* [What to produce]:
What lines in the data hold the string "name"? Show them.

* [Records supplied]:
++++

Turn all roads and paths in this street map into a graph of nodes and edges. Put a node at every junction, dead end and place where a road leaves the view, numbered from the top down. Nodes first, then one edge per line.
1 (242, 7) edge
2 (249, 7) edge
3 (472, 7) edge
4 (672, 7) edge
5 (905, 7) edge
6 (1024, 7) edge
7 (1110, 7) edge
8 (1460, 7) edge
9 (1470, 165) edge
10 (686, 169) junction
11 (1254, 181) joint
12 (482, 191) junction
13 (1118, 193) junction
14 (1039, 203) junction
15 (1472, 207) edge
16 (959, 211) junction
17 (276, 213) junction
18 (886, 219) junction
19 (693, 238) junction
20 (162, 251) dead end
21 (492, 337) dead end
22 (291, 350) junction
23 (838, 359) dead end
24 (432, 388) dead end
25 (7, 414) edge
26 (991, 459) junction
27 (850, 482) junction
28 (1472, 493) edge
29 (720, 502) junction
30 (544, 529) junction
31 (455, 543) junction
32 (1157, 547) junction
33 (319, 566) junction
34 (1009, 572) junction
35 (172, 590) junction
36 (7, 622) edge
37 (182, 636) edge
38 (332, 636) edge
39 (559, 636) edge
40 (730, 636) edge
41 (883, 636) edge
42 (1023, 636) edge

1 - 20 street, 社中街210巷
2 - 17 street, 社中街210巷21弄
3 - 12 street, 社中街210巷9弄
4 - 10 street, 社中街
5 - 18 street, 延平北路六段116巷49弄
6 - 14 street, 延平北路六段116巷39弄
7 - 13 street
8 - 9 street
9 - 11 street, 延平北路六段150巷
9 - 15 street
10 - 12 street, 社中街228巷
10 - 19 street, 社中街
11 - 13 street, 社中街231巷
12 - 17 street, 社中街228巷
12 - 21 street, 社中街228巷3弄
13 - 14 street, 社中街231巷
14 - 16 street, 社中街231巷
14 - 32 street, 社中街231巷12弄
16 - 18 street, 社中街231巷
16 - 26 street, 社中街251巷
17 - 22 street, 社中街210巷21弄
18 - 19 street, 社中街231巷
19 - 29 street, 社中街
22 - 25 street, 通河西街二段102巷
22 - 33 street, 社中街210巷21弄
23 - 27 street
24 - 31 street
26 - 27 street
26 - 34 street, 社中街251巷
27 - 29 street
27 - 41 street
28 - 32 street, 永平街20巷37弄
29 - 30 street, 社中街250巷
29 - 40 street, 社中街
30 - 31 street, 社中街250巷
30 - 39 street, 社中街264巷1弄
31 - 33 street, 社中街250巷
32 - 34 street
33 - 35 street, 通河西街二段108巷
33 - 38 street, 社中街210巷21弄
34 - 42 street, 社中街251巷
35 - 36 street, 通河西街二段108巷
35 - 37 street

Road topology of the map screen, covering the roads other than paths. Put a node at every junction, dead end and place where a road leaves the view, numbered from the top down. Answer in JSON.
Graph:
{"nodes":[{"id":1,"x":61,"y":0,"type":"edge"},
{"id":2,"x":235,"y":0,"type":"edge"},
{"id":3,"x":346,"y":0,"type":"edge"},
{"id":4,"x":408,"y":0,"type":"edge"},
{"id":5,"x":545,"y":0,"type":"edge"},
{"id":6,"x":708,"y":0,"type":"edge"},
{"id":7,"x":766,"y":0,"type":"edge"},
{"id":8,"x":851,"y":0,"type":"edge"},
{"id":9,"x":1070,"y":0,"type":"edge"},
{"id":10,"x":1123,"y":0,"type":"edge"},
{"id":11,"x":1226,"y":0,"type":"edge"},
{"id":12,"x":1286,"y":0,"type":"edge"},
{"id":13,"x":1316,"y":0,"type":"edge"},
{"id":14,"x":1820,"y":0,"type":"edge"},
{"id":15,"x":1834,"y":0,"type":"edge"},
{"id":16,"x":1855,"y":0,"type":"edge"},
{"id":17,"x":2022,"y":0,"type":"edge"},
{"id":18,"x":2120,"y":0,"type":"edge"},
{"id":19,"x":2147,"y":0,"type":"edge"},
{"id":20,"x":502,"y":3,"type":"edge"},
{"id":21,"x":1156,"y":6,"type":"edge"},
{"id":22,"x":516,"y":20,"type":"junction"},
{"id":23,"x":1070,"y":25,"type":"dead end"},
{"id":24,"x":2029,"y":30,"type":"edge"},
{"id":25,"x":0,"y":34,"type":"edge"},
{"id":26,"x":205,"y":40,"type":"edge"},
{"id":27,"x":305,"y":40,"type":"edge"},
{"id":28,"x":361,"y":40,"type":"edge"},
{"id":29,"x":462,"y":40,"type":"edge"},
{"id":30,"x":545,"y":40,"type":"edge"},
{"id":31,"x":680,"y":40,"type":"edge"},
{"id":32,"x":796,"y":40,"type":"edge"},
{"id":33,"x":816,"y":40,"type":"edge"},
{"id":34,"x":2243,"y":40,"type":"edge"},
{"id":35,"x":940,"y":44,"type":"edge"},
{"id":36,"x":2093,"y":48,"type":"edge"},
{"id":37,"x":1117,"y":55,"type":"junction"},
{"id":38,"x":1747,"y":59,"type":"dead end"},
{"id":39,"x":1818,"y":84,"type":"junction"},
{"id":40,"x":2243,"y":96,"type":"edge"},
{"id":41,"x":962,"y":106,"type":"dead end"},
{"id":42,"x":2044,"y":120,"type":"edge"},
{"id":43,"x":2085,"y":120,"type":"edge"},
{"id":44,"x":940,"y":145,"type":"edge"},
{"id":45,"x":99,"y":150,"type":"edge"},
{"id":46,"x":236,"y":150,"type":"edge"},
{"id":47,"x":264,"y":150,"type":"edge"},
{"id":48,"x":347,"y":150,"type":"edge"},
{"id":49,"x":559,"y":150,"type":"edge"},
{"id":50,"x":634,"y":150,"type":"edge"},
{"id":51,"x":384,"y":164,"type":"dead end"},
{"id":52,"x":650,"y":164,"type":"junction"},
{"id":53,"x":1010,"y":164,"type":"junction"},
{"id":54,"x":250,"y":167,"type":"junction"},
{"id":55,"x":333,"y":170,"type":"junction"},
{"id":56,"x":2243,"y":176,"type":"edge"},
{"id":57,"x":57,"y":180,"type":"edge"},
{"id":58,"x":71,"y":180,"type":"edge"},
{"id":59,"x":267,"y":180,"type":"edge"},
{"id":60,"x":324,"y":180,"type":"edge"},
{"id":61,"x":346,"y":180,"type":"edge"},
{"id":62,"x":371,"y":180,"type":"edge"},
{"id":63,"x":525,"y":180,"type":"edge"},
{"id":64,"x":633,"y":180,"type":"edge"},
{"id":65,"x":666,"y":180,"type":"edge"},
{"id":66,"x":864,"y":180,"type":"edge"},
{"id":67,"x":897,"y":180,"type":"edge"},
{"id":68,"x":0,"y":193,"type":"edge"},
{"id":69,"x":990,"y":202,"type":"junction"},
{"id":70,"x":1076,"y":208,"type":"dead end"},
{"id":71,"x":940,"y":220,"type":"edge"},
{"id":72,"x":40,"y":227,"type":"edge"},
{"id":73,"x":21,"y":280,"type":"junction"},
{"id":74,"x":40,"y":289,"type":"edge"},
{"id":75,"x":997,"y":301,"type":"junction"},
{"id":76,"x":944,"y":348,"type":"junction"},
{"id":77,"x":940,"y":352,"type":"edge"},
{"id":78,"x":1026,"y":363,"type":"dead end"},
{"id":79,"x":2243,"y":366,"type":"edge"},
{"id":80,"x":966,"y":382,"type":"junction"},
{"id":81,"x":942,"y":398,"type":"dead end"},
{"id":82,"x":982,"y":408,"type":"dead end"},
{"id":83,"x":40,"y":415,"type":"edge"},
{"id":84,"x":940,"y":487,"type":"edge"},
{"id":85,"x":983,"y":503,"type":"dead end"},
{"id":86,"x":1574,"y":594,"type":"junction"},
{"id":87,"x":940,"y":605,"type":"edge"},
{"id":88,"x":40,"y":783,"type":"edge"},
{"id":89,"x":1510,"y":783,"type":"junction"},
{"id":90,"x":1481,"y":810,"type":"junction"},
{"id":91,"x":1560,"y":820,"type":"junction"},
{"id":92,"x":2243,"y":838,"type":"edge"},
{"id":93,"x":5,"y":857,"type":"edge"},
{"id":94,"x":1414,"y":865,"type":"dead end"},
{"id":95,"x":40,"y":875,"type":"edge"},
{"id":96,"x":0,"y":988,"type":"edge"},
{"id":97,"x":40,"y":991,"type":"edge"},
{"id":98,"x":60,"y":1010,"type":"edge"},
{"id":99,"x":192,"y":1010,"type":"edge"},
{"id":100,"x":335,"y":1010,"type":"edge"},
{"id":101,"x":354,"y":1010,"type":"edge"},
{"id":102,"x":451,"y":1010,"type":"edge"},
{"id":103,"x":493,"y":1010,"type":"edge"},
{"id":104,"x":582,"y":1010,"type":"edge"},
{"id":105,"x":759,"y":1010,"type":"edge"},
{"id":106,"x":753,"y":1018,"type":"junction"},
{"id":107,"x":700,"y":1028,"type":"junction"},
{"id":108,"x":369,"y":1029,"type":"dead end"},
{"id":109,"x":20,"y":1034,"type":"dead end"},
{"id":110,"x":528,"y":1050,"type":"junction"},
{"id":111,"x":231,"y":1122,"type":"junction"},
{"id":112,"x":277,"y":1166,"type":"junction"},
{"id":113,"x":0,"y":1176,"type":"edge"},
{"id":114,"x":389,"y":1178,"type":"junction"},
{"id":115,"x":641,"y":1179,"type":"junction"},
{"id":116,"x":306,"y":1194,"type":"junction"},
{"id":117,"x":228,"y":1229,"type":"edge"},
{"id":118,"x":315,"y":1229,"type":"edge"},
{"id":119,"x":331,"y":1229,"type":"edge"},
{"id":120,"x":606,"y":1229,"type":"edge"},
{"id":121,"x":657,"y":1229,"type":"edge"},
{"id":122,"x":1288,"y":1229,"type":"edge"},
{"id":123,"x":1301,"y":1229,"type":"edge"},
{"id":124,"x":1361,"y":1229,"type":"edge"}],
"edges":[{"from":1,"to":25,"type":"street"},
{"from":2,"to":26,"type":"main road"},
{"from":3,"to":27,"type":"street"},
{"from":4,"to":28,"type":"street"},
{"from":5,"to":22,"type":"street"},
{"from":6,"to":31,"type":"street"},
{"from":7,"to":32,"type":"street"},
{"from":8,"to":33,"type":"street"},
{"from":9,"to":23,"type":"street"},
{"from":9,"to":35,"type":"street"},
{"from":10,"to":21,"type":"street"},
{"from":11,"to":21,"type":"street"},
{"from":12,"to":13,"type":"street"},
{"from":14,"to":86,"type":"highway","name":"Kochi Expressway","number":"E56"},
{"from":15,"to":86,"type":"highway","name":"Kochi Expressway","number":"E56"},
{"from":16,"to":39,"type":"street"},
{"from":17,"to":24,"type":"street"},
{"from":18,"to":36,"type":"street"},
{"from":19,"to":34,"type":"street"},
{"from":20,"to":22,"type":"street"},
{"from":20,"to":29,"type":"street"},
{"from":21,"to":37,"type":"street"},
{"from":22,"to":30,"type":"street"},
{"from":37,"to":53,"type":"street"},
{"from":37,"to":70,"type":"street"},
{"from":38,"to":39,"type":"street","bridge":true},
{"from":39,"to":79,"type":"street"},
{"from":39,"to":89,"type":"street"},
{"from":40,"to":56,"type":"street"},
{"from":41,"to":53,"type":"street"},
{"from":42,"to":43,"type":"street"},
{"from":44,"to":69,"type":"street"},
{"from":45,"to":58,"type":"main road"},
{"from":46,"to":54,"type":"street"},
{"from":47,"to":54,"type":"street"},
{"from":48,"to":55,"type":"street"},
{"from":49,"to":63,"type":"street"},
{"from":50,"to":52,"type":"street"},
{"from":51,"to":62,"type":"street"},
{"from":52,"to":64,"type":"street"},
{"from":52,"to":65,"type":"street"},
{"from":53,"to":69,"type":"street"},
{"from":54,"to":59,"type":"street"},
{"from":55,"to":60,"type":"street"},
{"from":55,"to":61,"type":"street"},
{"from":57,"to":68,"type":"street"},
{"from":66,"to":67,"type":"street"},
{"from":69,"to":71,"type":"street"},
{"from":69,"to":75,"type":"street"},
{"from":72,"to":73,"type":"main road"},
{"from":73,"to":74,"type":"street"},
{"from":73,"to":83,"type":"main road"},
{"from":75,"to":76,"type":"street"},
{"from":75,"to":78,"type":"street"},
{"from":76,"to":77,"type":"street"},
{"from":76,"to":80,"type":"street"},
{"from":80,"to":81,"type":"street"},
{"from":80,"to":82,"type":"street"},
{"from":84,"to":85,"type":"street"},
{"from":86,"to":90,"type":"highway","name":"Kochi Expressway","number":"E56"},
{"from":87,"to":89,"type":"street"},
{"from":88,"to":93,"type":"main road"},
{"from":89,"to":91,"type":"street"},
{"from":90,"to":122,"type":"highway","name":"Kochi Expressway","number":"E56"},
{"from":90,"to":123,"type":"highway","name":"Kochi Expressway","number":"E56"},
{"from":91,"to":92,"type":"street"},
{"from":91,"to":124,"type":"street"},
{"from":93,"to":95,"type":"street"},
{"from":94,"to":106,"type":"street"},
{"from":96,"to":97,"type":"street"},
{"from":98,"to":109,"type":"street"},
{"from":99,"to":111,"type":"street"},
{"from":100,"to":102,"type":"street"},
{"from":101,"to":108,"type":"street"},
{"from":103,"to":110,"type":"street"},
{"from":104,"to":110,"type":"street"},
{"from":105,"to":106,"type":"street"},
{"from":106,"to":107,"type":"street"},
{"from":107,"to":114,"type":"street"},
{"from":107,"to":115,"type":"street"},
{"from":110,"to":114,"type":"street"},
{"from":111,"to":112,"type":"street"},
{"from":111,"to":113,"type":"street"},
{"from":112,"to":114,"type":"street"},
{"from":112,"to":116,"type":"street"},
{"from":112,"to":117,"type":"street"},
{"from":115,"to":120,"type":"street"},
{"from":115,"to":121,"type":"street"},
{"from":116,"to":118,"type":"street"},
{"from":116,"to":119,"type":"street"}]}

++++

* [Answer to the exercise]:
{"from":14,"to":86,"type":"highway","name":"Kochi Expressway","number":"E56"},
{"from":15,"to":86,"type":"highway","name":"Kochi Expressway","number":"E56"},
{"from":86,"to":90,"type":"highway","name":"Kochi Expressway","number":"E56"},
{"from":90,"to":122,"type":"highway","name":"Kochi Expressway","number":"E56"},
{"from":90,"to":123,"type":"highway","name":"Kochi Expressway","number":"E56"},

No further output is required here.